How to Compare the Cost of Living Between Two Cities
A job offer in another city, a lower rent two states away, the pull of being closer to family: at some point the question stops being “would I like it there?” and becomes “can I actually afford it, and would I come out ahead?” Comparing the cost of living between two specific places is how you answer that. Done well, it tells you whether a move helps or hurts your finances before you sign a lease or accept a salary number. Done badly, it leaves you trusting a single website’s “City A is 14% cheaper” headline that may not reflect your own spending at all.
This guide walks through the comparison the way you’d actually do it: what cost of living is made of, which official data sources measure it honestly, why housing usually swings the result, how taxes change what you keep, and how to adjust a salary so you’re comparing apples to apples. It’s about the comparison method for two places you’re weighing, not about choosing a city from scratch (for that framework, see our guide on choosing the right city to move to) or the price of the move itself.
What “Cost of Living” Actually Includes
“Cost of living” is shorthand for the total price of maintaining your standard of living in a given place. It isn’t one number you can look up; it’s the sum of several categories that each move differently from city to city. The big ones are:
- Housing: rent or a mortgage, by far the category most likely to differ sharply between two places.
- Taxes: state and local income tax, sales tax, and property tax, which change how much of your paycheck you keep.
- Transportation: whether you need a car, fuel and insurance costs, parking, and transit fares.
- Groceries and everyday goods.
- Utilities: electricity, gas, water, and the like.
- Healthcare.
The reason a single percentage can mislead you is that these categories don’t weigh the same for everyone. A renter who bikes to work feels housing and transit very differently than a homeowner with a long commute. So the useful question isn’t “what’s the cost of living in City B?” but “what’s the cost of my life in City B versus City A?” That framing keeps you focused on the categories you actually spend in.
It’s also worth separating two ideas people often blur. The cost of living in a place is an ongoing, year-after-year figure. The cost of the move (movers, a truck rental, a long-distance shipment) is a one-time expense. They’re different budgets. For the price of relocating itself, see our breakdown of what a move costs and our guide on long-distance moving costs; this post stays on the recurring cost of living there.
How Cost-of-Living Indexes and Regional Price Comparisons Work (and How to Read Them)
A cost-of-living index expresses prices in one place as a percentage of a national baseline, usually set at 100. A score of 110 means prices run about 10 percent above the national average; 90 means about 10 percent below. To compare two cities, you look at both scores and read the gap.

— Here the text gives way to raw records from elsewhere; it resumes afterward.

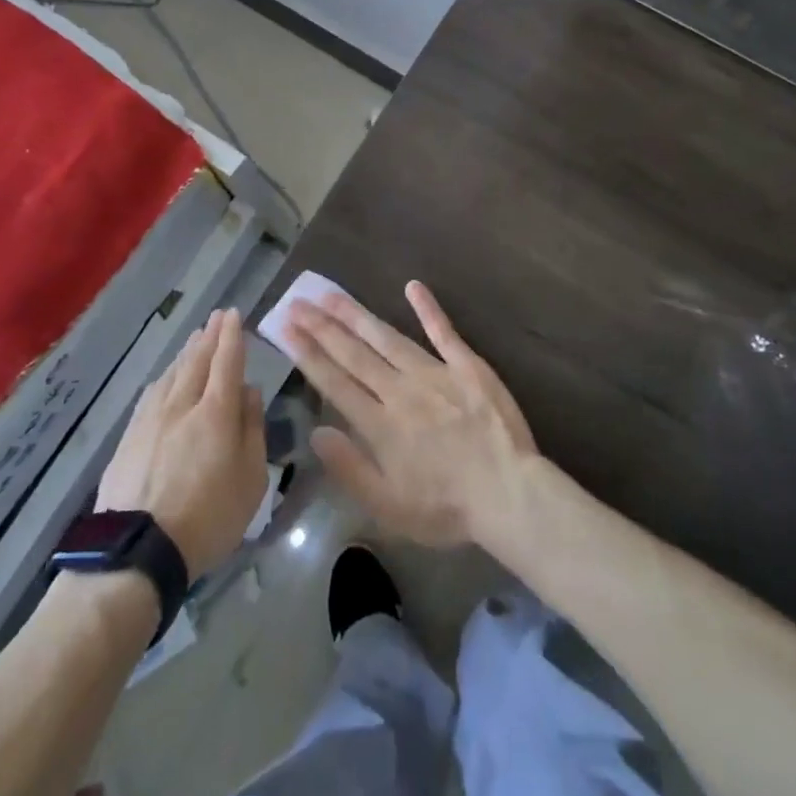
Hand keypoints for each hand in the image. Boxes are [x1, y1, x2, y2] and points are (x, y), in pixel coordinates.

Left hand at [97, 309, 266, 579]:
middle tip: (217, 316)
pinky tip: (165, 376)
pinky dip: (164, 377)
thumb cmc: (208, 518)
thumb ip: (252, 429)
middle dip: (210, 336)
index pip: (227, 362)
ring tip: (195, 338)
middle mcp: (182, 406)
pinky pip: (151, 394)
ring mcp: (151, 420)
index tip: (234, 314)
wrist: (136, 552)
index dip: (232, 337)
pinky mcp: (129, 438)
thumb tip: (248, 392)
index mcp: (216, 413)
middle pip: (197, 362)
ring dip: (187, 353)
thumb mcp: (251, 478)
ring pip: (172, 374)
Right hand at [285, 281, 538, 547]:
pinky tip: (412, 286)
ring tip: (332, 295)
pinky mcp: (467, 365)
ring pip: (388, 337)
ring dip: (358, 315)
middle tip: (298, 302)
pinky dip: (428, 308)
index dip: (308, 354)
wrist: (508, 493)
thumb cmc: (446, 509)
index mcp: (380, 425)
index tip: (287, 328)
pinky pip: (443, 331)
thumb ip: (350, 468)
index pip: (335, 383)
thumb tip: (316, 432)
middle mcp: (401, 391)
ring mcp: (435, 373)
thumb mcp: (388, 507)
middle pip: (355, 354)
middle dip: (323, 327)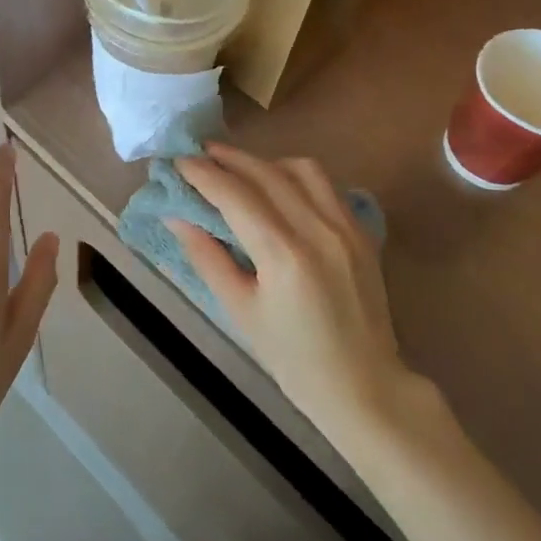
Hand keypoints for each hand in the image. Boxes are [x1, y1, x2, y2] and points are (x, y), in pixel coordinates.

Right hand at [168, 142, 420, 447]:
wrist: (364, 387)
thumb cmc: (293, 359)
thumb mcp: (239, 311)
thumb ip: (207, 257)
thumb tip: (176, 216)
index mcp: (285, 256)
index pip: (235, 196)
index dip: (203, 174)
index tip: (179, 162)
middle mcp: (318, 230)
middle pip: (266, 173)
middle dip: (229, 158)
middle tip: (200, 153)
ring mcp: (346, 228)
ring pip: (301, 169)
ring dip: (264, 161)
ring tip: (239, 168)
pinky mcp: (361, 232)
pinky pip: (325, 186)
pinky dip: (295, 175)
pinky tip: (278, 186)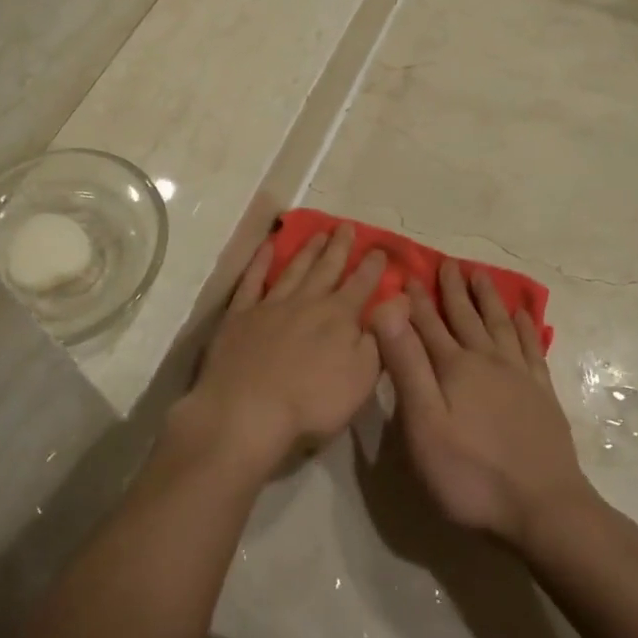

The most important thing to understand here is which official measure does what, because two well-known federal numbers are easy to confuse:
The Consumer Price Index (CPI) from the Bureau of Labor Statistics is not a tool for comparing one city against another. The BLS is explicit: the CPI “cannot be used to measure differences in price levels or living costs between one area and another” because it measures only time-to-time price change within each area. Its area indexes “do not measure differences in the level of prices among cities.” The CPI is excellent for tracking how fast prices are rising in a metro, but it can’t tell you whether Denver is cheaper than Austin today. BLS also cautions that local-area indexes are built from smaller samples than the national index and are therefore more volatile.
The measure built for cross-area comparison is the Bureau of Economic Analysis’s Regional Price Parities (RPP). RPPs measure differences in price levels across states and metro areas for a given year, expressed as a percentage of the overall national price level. They let you “compare buying power across the 50 states and the District of Columbia, or from one metro area to another.” If one metro’s all-items RPP is 120 and another’s is 90, prices are roughly 20 percent above and 10 percent below the national average, respectively. RPP is also broken into subcomponents, goods, housing rents, utilities, and other services, so you can see which part of the budget is driving the difference.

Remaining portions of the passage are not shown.